The task =>
Reproduce exactly, and only, the lines running from the start of the entries below to the line containing "Build a routing graph from the".

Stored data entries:

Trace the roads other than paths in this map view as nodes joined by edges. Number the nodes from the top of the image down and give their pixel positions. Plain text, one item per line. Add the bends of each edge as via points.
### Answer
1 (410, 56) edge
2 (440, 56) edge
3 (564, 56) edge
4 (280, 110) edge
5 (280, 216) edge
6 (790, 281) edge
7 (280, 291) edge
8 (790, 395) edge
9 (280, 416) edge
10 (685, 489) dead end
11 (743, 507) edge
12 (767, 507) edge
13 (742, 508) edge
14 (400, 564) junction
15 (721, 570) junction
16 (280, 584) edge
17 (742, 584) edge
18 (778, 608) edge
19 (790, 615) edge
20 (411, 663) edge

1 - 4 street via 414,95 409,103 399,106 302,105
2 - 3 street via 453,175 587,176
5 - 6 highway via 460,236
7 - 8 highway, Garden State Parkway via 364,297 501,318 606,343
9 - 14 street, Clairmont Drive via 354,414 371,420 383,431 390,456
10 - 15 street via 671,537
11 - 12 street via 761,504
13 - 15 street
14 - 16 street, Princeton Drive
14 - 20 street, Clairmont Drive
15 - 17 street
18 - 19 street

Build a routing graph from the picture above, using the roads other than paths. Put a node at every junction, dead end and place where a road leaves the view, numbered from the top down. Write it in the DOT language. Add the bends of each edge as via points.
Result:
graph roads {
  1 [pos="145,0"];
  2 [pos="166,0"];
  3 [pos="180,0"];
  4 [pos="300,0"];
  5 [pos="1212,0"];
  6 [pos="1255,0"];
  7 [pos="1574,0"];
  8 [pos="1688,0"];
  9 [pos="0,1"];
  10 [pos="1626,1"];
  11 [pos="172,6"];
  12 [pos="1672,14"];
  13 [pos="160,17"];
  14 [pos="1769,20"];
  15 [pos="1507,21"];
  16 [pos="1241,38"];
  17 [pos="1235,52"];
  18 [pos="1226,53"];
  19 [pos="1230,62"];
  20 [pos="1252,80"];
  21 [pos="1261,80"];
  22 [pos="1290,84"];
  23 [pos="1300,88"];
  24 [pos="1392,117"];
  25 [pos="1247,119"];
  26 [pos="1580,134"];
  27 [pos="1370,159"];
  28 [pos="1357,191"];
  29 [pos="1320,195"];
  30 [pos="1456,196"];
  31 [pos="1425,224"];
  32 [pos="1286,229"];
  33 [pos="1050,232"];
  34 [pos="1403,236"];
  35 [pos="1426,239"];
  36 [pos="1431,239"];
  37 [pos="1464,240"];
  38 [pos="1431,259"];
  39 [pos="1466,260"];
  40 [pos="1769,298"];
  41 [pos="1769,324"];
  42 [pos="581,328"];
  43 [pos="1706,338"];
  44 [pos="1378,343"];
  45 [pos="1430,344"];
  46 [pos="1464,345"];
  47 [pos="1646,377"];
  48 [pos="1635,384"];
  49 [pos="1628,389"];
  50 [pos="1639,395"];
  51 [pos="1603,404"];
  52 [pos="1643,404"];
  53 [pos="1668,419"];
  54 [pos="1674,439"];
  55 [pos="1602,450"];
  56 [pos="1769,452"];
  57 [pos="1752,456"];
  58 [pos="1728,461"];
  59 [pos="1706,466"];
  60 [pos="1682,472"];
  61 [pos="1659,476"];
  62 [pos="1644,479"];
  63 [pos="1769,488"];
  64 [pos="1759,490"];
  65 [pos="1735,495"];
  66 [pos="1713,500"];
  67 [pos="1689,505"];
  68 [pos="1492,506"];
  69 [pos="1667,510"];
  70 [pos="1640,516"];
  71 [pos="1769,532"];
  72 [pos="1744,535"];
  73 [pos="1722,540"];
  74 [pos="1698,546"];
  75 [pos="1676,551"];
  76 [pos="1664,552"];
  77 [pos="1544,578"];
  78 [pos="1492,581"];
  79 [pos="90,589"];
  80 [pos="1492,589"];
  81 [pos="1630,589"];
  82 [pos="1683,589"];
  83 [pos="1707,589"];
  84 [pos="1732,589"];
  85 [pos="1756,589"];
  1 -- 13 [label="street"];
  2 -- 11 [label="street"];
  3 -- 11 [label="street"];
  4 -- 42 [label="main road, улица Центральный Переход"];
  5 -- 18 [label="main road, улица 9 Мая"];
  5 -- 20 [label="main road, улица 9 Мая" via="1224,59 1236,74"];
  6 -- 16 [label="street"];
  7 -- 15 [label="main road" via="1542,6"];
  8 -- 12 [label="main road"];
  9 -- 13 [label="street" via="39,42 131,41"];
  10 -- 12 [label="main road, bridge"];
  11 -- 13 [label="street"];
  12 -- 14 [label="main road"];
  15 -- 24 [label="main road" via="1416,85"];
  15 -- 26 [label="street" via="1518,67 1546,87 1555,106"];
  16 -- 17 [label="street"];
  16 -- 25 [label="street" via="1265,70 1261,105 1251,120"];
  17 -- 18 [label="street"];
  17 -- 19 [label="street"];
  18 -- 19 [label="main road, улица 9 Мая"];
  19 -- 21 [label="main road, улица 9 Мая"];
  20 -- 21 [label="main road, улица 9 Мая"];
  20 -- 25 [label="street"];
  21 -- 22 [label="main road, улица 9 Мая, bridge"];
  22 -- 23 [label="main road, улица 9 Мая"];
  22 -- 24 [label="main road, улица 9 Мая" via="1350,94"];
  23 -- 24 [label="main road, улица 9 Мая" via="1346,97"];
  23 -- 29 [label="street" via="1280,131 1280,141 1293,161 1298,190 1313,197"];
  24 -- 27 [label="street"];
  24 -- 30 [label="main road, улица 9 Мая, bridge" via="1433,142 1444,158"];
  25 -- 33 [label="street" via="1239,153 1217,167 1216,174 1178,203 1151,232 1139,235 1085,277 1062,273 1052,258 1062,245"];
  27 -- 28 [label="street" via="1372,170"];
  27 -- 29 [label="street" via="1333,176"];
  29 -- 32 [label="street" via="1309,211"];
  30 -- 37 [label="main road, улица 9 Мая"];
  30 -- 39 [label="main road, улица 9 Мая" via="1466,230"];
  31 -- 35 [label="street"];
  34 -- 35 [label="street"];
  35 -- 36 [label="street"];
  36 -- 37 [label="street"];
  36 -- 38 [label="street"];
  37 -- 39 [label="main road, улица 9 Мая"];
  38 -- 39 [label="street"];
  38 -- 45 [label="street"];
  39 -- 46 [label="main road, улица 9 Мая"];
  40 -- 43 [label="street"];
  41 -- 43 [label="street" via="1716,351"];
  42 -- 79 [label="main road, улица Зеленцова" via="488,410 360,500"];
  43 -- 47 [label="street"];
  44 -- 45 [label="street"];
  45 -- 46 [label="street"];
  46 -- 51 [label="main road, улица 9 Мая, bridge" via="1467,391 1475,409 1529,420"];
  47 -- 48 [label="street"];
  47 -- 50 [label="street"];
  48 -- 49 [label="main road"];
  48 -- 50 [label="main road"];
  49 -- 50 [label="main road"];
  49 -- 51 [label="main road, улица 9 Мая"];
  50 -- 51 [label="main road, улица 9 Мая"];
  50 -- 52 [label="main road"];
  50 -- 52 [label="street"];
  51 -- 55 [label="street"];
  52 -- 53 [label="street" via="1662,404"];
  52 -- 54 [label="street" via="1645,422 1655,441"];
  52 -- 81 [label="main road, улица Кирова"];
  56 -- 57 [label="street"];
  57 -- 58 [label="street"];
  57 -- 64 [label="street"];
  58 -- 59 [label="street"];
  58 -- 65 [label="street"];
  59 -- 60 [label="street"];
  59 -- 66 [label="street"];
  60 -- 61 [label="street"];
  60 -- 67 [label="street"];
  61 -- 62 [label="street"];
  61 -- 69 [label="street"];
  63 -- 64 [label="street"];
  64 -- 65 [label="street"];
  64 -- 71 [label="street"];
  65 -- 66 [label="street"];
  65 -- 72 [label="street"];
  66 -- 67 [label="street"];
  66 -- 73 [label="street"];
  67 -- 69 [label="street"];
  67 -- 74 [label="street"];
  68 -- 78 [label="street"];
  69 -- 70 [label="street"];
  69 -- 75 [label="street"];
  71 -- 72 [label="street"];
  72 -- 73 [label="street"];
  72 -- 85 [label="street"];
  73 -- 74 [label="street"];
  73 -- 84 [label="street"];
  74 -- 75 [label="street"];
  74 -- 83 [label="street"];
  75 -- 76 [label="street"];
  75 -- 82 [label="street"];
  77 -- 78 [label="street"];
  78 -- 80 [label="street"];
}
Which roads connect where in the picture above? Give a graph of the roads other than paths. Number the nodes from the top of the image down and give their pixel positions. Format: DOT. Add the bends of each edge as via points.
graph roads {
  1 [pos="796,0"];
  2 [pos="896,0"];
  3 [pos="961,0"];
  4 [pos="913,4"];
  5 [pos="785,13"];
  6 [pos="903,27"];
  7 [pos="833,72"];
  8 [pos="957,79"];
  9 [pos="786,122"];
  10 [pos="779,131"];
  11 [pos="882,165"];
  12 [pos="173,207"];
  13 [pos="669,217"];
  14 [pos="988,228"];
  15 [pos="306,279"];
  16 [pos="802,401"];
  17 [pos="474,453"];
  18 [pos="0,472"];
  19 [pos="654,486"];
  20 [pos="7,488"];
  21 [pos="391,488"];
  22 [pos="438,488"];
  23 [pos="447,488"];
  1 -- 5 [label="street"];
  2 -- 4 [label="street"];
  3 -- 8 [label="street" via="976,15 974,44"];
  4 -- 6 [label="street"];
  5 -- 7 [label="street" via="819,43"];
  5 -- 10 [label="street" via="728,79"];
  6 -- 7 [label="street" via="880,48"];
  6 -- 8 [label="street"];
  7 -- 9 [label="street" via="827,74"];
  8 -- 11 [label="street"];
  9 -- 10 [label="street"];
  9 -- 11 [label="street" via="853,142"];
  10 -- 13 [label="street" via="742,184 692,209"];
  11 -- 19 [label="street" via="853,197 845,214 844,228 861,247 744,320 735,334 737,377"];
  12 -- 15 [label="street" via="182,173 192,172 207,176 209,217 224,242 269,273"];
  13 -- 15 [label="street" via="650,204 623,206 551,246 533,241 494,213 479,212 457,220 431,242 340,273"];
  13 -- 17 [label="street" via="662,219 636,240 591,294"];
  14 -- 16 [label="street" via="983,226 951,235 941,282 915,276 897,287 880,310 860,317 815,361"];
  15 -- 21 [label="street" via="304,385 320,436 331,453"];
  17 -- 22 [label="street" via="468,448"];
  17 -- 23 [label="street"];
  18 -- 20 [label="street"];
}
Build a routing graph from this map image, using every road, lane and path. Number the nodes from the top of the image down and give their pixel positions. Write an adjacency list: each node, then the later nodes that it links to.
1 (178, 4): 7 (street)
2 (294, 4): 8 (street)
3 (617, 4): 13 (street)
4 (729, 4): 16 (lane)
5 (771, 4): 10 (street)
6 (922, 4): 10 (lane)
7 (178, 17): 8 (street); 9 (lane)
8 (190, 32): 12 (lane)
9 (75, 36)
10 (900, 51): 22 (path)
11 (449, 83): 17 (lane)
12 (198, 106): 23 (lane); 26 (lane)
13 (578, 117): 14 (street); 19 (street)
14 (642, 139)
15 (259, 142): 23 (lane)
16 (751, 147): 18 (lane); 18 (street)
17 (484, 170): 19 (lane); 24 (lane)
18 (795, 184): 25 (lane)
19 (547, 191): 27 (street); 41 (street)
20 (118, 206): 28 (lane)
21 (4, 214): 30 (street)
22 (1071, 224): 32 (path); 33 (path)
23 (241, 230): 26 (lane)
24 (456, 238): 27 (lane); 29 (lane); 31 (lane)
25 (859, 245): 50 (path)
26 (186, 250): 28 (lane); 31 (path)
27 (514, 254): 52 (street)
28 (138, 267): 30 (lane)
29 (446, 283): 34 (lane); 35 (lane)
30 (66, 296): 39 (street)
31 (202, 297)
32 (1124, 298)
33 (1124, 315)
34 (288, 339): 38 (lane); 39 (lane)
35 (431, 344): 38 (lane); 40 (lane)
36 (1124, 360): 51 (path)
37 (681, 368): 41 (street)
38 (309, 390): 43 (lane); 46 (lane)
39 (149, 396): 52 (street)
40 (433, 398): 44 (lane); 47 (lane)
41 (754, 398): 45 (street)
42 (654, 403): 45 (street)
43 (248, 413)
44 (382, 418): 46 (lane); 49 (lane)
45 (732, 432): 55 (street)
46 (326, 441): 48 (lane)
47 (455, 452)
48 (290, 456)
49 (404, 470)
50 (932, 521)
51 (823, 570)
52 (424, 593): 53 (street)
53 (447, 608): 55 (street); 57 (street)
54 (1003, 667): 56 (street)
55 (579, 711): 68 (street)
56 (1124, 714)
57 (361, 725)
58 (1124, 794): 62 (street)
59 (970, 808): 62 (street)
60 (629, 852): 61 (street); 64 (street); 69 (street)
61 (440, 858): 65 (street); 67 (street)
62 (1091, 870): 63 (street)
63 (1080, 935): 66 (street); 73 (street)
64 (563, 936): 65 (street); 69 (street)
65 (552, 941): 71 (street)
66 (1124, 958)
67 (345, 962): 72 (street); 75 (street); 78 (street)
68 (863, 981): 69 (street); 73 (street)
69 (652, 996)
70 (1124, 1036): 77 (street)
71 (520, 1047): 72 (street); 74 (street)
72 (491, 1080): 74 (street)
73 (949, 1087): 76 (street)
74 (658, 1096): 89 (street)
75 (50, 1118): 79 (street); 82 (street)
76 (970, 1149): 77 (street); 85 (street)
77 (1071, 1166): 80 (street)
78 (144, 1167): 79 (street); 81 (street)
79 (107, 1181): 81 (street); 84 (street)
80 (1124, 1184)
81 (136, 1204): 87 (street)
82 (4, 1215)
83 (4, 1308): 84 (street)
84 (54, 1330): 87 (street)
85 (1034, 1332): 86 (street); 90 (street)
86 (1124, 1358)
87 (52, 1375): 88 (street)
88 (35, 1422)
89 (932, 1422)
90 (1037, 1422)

The answer =>
Trace the roads other than paths in this map view as nodes joined by edges. Number the nodes from the top of the image down and give their pixel positions. Plain text, one item per line. Add the bends of each edge as via points.
### Answer
1 (410, 56) edge
2 (440, 56) edge
3 (564, 56) edge
4 (280, 110) edge
5 (280, 216) edge
6 (790, 281) edge
7 (280, 291) edge
8 (790, 395) edge
9 (280, 416) edge
10 (685, 489) dead end
11 (743, 507) edge
12 (767, 507) edge
13 (742, 508) edge
14 (400, 564) junction
15 (721, 570) junction
16 (280, 584) edge
17 (742, 584) edge
18 (778, 608) edge
19 (790, 615) edge
20 (411, 663) edge

1 - 4 street via 414,95 409,103 399,106 302,105
2 - 3 street via 453,175 587,176
5 - 6 highway via 460,236
7 - 8 highway, Garden State Parkway via 364,297 501,318 606,343
9 - 14 street, Clairmont Drive via 354,414 371,420 383,431 390,456
10 - 15 street via 671,537
11 - 12 street via 761,504
13 - 15 street
14 - 16 street, Princeton Drive
14 - 20 street, Clairmont Drive
15 - 17 street
18 - 19 street

Build a routing graph from the picture above, using the roads other than paths. Put a node at every junction, dead end and place where a road leaves the view, numbered from the top down. Write it in the DOT language. Add the bends of each edge as via points.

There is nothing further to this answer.